* What is expected: Your task is to copy each line of the records that includes the string "roads".

* Source data:
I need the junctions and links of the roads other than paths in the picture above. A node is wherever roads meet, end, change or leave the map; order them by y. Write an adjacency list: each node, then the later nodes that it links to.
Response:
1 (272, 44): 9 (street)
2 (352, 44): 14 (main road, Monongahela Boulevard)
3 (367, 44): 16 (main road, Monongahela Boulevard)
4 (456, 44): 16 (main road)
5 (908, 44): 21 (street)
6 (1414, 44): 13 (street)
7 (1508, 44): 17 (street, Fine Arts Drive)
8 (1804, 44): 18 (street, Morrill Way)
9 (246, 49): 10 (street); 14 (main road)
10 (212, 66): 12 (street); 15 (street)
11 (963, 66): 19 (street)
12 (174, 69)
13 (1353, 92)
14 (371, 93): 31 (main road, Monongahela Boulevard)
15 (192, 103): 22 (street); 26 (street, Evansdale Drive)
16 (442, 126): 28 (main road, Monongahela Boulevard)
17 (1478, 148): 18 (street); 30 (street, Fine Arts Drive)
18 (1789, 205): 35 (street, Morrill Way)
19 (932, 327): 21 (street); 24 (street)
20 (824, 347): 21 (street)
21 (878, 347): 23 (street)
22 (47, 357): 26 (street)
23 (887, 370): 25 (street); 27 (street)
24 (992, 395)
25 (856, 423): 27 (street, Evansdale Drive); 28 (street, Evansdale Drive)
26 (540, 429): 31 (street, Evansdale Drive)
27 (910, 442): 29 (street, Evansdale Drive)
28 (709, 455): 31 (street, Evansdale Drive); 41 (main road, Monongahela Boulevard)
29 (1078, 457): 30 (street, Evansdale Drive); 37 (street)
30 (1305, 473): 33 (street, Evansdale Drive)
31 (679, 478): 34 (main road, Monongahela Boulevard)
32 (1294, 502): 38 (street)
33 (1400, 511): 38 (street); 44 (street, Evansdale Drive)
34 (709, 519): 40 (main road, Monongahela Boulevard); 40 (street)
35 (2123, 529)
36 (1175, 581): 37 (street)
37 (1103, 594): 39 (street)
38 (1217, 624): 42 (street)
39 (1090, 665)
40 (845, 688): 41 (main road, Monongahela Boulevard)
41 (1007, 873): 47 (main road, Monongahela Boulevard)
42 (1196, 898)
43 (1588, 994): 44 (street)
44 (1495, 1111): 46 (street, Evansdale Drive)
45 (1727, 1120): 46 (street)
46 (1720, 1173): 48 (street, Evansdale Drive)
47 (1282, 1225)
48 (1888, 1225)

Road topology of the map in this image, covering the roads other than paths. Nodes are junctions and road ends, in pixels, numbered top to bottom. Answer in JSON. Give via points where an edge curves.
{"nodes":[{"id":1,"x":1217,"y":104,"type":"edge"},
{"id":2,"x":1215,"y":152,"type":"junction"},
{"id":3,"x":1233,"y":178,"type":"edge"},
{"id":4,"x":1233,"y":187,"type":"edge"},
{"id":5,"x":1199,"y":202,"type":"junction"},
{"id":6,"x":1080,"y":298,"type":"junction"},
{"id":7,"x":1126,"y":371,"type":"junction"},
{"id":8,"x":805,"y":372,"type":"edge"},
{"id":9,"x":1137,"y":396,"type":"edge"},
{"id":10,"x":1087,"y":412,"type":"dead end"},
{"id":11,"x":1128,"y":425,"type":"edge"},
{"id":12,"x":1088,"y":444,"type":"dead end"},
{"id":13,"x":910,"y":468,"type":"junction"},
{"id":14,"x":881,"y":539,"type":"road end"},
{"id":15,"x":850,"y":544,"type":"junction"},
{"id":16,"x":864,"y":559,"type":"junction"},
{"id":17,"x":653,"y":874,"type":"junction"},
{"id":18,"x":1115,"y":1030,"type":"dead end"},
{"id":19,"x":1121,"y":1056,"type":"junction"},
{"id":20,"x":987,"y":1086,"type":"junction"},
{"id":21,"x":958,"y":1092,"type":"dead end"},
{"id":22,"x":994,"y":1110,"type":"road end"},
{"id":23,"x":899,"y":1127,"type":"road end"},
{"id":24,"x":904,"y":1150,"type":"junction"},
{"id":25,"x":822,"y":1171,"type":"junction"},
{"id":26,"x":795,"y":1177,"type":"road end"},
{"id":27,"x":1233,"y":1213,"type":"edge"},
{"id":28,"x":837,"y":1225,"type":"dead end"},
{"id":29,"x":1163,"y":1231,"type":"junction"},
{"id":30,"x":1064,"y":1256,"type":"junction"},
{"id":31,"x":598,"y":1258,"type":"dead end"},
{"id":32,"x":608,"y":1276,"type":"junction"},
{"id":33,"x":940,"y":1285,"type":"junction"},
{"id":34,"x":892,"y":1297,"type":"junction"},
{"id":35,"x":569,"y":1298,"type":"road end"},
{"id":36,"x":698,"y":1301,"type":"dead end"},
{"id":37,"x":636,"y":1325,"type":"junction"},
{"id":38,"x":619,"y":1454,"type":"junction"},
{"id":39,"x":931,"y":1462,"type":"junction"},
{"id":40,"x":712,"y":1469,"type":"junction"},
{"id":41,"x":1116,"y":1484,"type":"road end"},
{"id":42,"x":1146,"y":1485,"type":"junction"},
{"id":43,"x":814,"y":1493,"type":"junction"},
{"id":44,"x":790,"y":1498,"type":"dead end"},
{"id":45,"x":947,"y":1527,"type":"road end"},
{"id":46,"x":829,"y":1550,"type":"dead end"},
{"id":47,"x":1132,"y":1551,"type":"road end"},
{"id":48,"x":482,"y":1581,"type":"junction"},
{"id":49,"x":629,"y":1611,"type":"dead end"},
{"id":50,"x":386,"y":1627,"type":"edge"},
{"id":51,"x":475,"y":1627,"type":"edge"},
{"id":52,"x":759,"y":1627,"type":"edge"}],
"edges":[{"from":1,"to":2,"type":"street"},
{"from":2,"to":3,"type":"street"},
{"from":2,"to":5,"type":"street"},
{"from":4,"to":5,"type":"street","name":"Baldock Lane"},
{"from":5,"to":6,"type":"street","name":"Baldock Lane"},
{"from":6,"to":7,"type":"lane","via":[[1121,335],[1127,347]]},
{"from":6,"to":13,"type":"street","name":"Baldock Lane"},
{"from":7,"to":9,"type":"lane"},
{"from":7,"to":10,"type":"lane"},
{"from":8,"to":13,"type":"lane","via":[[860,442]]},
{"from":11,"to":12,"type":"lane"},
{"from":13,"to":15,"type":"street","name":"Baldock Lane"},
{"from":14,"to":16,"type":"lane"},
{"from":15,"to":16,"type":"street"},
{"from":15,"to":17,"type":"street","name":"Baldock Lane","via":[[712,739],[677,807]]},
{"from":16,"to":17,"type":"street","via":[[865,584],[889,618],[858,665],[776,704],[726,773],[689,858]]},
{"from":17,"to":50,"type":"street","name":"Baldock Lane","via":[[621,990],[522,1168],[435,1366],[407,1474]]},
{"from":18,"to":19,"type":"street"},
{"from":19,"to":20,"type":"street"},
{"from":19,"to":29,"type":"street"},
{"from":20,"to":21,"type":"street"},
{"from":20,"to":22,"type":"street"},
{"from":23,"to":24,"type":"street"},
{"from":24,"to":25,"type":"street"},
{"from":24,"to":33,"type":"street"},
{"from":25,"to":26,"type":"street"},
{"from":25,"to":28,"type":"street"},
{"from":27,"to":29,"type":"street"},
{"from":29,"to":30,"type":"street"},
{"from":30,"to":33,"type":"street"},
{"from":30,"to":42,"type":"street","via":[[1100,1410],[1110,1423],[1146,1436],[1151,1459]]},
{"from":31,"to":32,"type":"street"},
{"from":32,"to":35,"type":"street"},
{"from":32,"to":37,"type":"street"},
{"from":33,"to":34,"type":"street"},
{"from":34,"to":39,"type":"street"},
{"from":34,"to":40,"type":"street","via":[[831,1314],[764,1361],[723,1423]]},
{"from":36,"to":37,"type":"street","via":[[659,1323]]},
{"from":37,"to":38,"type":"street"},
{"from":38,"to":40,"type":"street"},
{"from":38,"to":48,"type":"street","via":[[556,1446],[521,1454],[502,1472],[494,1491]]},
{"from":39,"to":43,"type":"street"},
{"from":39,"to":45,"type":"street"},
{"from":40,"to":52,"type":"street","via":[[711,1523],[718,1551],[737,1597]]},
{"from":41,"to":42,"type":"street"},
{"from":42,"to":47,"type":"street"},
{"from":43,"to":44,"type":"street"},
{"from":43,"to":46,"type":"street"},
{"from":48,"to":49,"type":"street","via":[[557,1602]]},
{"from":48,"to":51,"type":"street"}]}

* Answer to this task:
I need the junctions and links of the roads other than paths in the picture above. A node is wherever roads meet, end, change or leave the map; order them by y. Write an adjacency list: each node, then the later nodes that it links to.
Road topology of the map in this image, covering the roads other than paths. Nodes are junctions and road ends, in pixels, numbered top to bottom. Answer in JSON. Give via points where an edge curves.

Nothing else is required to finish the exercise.